***** Source material

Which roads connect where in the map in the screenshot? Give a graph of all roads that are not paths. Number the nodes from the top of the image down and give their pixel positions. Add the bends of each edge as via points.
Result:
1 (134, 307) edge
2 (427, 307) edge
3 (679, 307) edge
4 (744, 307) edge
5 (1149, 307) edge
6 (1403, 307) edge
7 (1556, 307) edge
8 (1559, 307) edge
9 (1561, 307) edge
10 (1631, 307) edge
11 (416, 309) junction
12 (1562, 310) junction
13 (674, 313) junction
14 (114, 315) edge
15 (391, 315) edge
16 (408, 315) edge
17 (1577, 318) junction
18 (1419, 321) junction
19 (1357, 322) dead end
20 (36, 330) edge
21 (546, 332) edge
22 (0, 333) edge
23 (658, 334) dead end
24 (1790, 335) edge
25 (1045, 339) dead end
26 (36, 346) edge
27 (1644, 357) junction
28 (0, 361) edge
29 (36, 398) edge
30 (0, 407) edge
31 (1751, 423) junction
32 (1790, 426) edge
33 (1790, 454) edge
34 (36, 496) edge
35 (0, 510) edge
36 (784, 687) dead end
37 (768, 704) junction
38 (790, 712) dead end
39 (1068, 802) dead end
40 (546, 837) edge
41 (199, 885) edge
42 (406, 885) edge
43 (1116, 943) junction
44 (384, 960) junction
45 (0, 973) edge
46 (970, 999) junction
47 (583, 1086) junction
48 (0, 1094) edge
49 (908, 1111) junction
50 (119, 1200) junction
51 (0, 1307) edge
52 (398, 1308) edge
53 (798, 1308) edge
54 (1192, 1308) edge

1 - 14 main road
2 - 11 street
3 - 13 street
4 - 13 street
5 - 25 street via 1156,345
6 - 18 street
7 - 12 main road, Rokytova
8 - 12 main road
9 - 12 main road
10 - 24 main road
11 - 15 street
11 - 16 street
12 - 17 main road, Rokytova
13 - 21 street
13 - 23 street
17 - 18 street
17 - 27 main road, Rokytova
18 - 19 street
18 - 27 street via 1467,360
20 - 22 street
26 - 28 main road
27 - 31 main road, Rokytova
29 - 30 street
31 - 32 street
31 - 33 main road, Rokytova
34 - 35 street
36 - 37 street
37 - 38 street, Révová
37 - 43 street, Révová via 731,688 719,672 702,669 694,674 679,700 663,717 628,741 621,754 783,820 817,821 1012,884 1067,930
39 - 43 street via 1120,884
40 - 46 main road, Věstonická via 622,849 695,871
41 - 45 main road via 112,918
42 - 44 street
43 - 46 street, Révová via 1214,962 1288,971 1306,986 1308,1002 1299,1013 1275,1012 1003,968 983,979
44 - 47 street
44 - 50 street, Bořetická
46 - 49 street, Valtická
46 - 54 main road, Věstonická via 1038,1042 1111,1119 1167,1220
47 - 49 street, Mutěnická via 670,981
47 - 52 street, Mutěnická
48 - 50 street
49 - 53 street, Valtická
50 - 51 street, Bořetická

**********

### Your objective:
Select every line in the records above that contains the word "Rokytova".

### Answer to this task:
7 - 12 main road, Rokytova
12 - 17 main road, Rokytova
17 - 27 main road, Rokytova
27 - 31 main road, Rokytova
31 - 33 main road, Rokytova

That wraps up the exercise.